At only 2 minutes 31 seconds “There Are Two” is way too short. There’s no other option but to play it on repeat. Preferably after you’ve downloaded the name your price song having paid a suitable amount to encourage more from Indi.

The River Jones

The River Jones

Saw this Christchurch 4-piece band at Chick’s Hotel last night. Mind blown. If you like your guitar pop noisy/ dreamy/ explosive/ angsty/ sublime/ complex/ angular/ experimental/ technical/ manic/ subdued (sometimes all of the above in the same song) then check out The River Jones and their pay what you like Bandcamp album.

Here’s a song from it called ‘D in 3’. But do yourself a favour (if the description above is for you) and give the whole album a play.

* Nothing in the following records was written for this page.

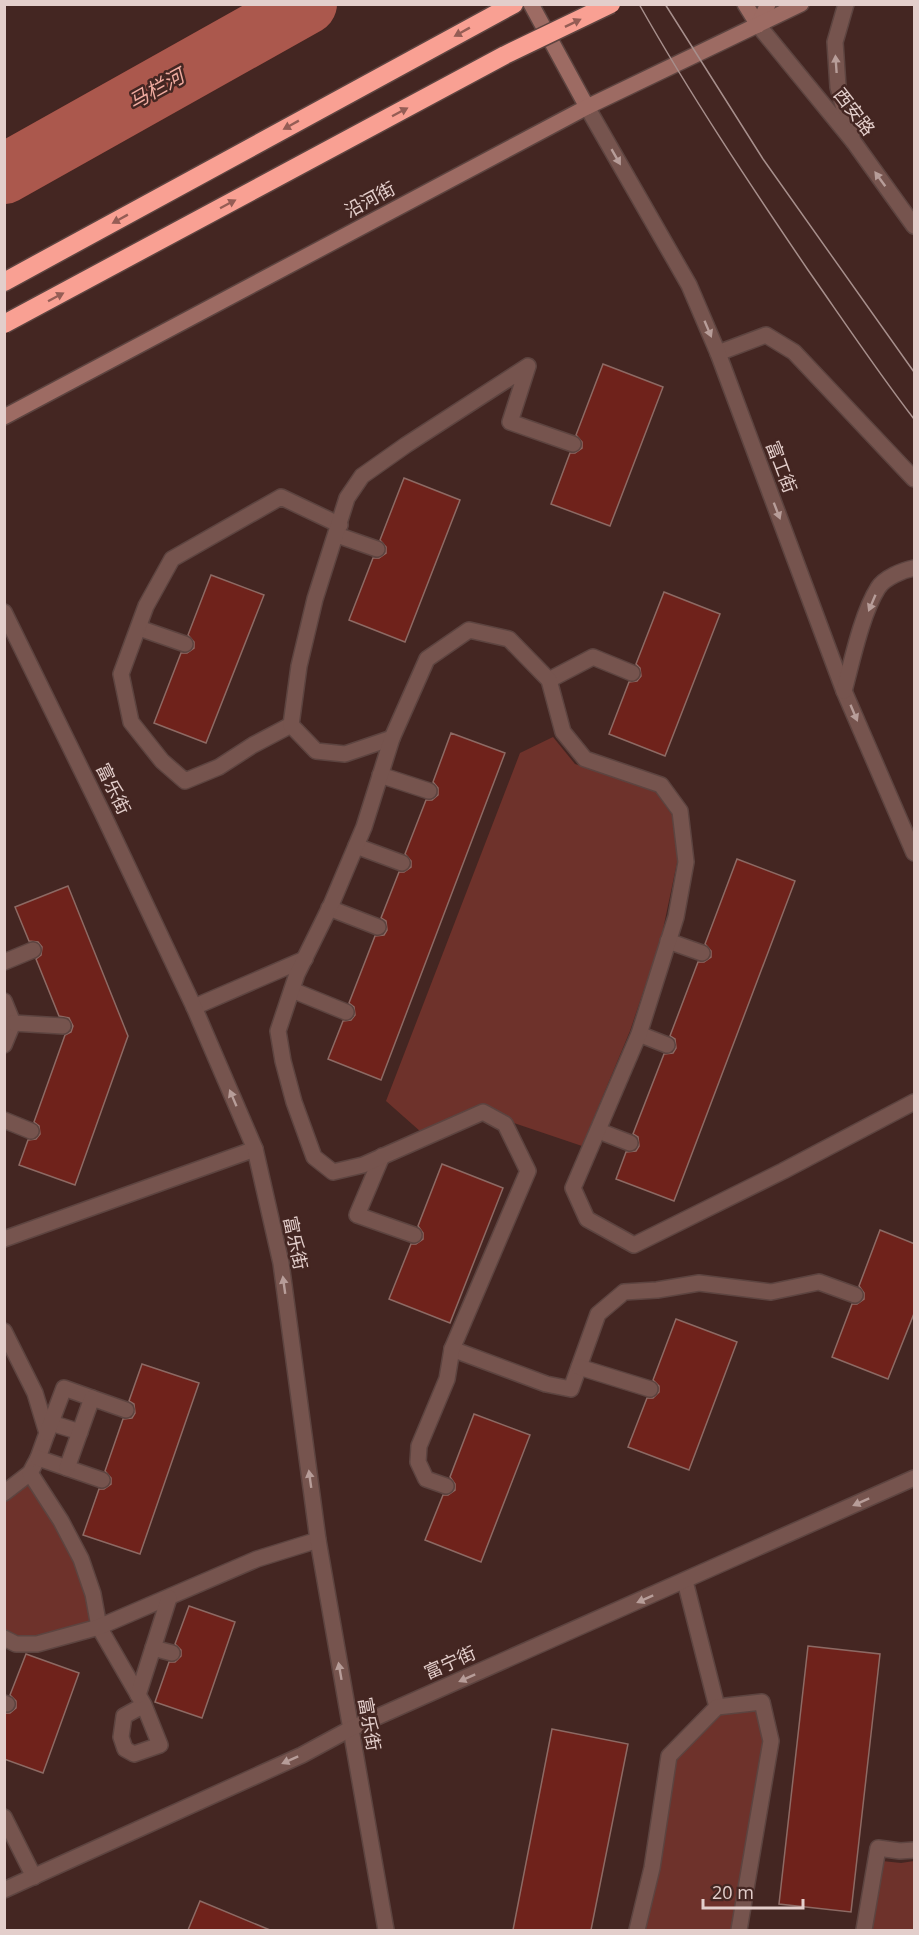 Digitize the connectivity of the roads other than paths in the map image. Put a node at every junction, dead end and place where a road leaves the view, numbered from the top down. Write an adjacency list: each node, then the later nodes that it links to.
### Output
1 (514, 4): 12 (highway, one-way to 12)
2 (531, 4): 9 (main road)
3 (611, 4): 13 (highway, one-way to 3, bridge)
4 (745, 4): 8 (main road)
5 (768, 4): 8 (main road)
6 (801, 4): 8 (main road, 沿河街)
7 (846, 4): 10 (street, one-way to 7)
8 (758, 25): 9 (main road, 沿河街); 10 (street, 西安路)
9 (587, 107): 14 (street, 富工街, one-way to 14); 15 (main road, 沿河街)
10 (853, 141): 11 (street, 西安路, one-way to 10)
11 (915, 226)
12 (4, 282)
13 (4, 324)
14 (718, 353): 17 (street); 26 (street, 富工街, one-way to 26)
15 (4, 417)
16 (573, 444): 18 (street)
17 (915, 479)
18 (338, 530): 19 (street); 22 (street); 27 (street)
19 (377, 549)
20 (915, 568): 26 (street, one-way to 26)
21 (4, 612): 43 (street, 富乐街)
22 (139, 628): 23 (street); 27 (street)
23 (185, 644)
24 (632, 673): 25 (street)
25 (549, 680): 28 (street); 36 (street)
26 (844, 691): 32 (street, 富工街, one-way to 32)
27 (291, 725): 28 (street)
28 (392, 738): 29 (street)
29 (380, 775): 30 (street); 31 (street)
30 (429, 791)
31 (356, 846): 33 (street); 34 (street)
32 (915, 853)
33 (402, 863)
34 (329, 908): 35 (street); 39 (street)
35 (378, 927)
36 (668, 941): 38 (street); 47 (street)
37 (33, 950): 40 (street)
38 (702, 953)
39 (305, 959): 41 (street); 43 (street)
40 (4, 962)
41 (292, 990): 44 (street); 56 (street)
42 (4, 1001): 45 (street)
43 (194, 1007): 55 (street, 富乐街, one-way to 43)
44 (346, 1012)
45 (13, 1023): 46 (street); 49 (street)
46 (63, 1026)
47 (639, 1034): 48 (street); 53 (street)
48 (667, 1045)
49 (4, 1046)
50 (915, 1102): 53 (street)
51 (4, 1120): 52 (street)
52 (31, 1131)
53 (599, 1131): 54 (street)
54 (630, 1143)
55 (255, 1149): 58 (street); 75 (street, 富乐街, one-way to 55)
56 (382, 1156): 57 (street); 61 (street)
57 (414, 1235)
58 (4, 1239)
59 (855, 1295): 62 (street)
60 (4, 1331): 66 (street)
61 (452, 1349): 62 (street); 73 (street)
62 (579, 1366): 63 (street)
63 (650, 1389)
64 (92, 1398): 65 (street); 66 (street); 67 (street)
65 (126, 1410)
66 (49, 1428): 67 (street); 68 (street)
67 (80, 1432): 69 (street)
68 (38, 1458): 69 (street); 70 (street)
69 (67, 1468): 72 (street)
70 (30, 1473): 74 (street); 78 (street)
71 (915, 1478): 76 (street, 富宁街, one-way to 76)
72 (102, 1480)
73 (446, 1485)
74 (4, 1493)
75 (318, 1540): 77 (street); 83 (street, 富乐街, one-way to 75)
76 (685, 1581): 82 (street); 83 (street, 富宁街, one-way to 83)
77 (169, 1598): 78 (street); 80 (street)
78 (99, 1627): 79 (street); 80 (street)
79 (4, 1638)
80 (153, 1648): 81 (street)
81 (172, 1653)
82 (717, 1707): 89 (street); 90 (street)
83 (350, 1729): 86 (street, 富宁街, one-way to 86); 88 (street, 富乐街)
84 (4, 1817): 86 (street)
85 (915, 1850): 91 (street)
86 (33, 1877): 87 (street, 富宁街)
87 (4, 1890)
88 (386, 1930)
89 (637, 1930)
90 (739, 1930)
91 (864, 1930)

There’s also a pretty cool/ gross video for the opening song ‘Steady Vision’. I like how it subverts all the standard NZ backyard barbecue goodtimes with alcohol and burnt food video clichés to create something funny, disgusting & troubling in equal parts. Spot the cameos from members of Doprah too (the two bands share a guitarist in common).

The River Jones

The River Jones


I went to a music festival on Monday. There’s only two music festivals I’ll endure. One is Camp a Low Hum. It’s the last one in a few weeks but I won’t be there. The other is Laneway Festival in Auckland. I’ve been to three now and they manage to keep it interesting and bearable enough, with survivable crowds and enough leftfield acts to be worthwhile for the musically adventurous.

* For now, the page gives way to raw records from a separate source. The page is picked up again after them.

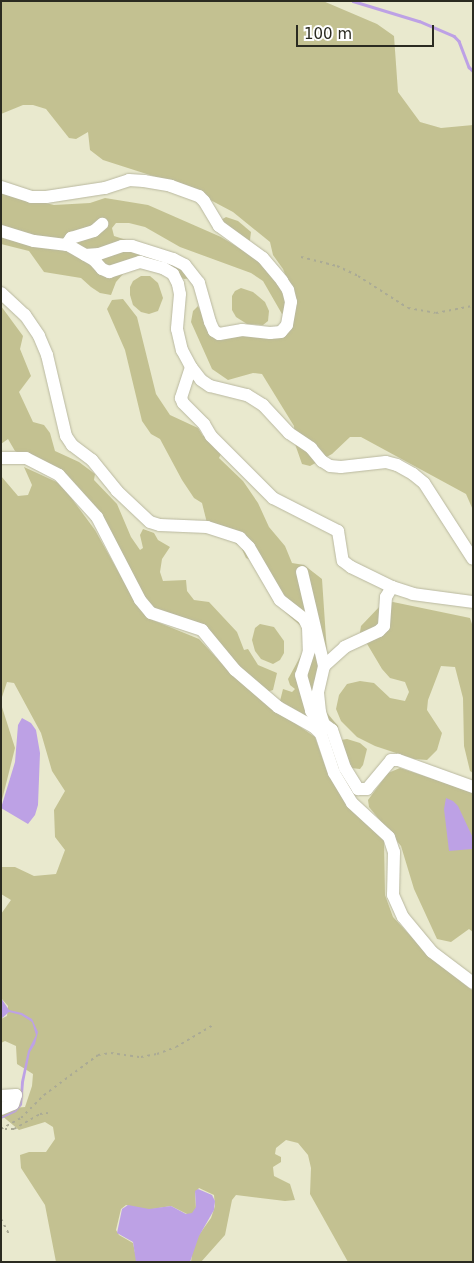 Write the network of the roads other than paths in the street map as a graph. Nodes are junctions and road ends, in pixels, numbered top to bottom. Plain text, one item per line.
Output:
1 (1, 187) edge
2 (102, 224) dead end
3 (1, 231) edge
4 (66, 245) junction
5 (99, 259) junction
6 (1, 293) edge
7 (191, 367) junction
8 (1, 458) edge
9 (473, 559) edge
10 (302, 572) dead end
11 (392, 587) junction
12 (473, 602) edge
13 (324, 666) junction
14 (324, 724) junction
15 (473, 787) edge
16 (473, 984) edge
17 (1, 1096) edge
18 (1, 1109) edge

1 - 5 street
2 - 4 street
3 - 4 street
4 - 5 street
5 - 7 street
6 - 14 street
7 - 9 street
7 - 11 street
8 - 16 street
10 - 13 street
11 - 12 street
11 - 13 street
13 - 14 street
14 - 15 street
17 - 18 street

Everything on my ‘to see’ list lived up to expectations, and the less well known artists exceeded them. On the smaller side-stage Doprah were ultra-cool to kick things off for me, their trippy slow-mo trance-pop captivating.

I had limited knowledge of Youth Lagoon and their back catalogue but they played a beautifully wonky set of psychedelic fairground pop. Reminiscent at times of classic mid-period Mercury Rev (a good thing) but with a lot more weird adult-child wonderment. So good I bought the recent album ‘Wondrous Bughouse’ on which much of the set was based.

Unknown Mortal Orchestra were another stand-out but I knew what I was in for, having seen them in Dunedin back in July. One of the best live bands I’ve seen. Brilliant ensemble playing and mind-blowing guitar playing if you like Hendrix-in-space acid-rock. Which I do, particularly when UMO do it.

There was a sun-faded familiarity to Kurt Vile’s set that made it enjoyable but less essential and a front row position beckoned for Parquet Courts on the alternate main stage.


Parquet Courts were probably my favourite band of the day. While most bands had their instruments set up and line-checked/ sound-checked by stage techs, Parquet Courts did their own thing, like they were setting up at a seedy club rather than a stage in front of several thousand festival-goers.

They ripped through an energetic set of songs that bristled with their own odd mixture of apparent influences. The hint of Ramones & Jonathon Richman & The Modern Lovers understandable given their Brooklyn, New York origins. But they also seem to incorporate stylistic elements of UK bands The Fall, Wire and even Dr Feelgood just as much. A winning combination.

Here they are doing the glorious “Borrowed Time” for a KEXP live thing:

After that Savages were compelling – but more for their intense performance than the substance of the music overall. Then, while the more mainstream acts took over the main stages (Haim, CHVRCHES etc.) the smaller side stage held the promise of a Cat Power set after sunset.

I’ve been a fan of Cat Power for years but never seen her perform live. I’ve read a lot about unpredictable performances, train-wreck shows and so on. She played solo – alternating between guitar and piano. Some of the things I’ve read since from experience Cat watchers indicate this performance was shambolic and on the edge of disaster. I thought it was perfect, and whatever demons Chan Marshall struggles with were kept in check by the support of the tightly packed crowd. It might not be comfortable for everyone (Chan in particular) but it was something real, something true. I’ll take that any time from an artist whose catalogue is built around emotions & human frailty. As with shows I’ve experienced from Bill Callahan and Daniel Johnston – each difficult, intense performers – this one was genuine, memorable and at times sublime.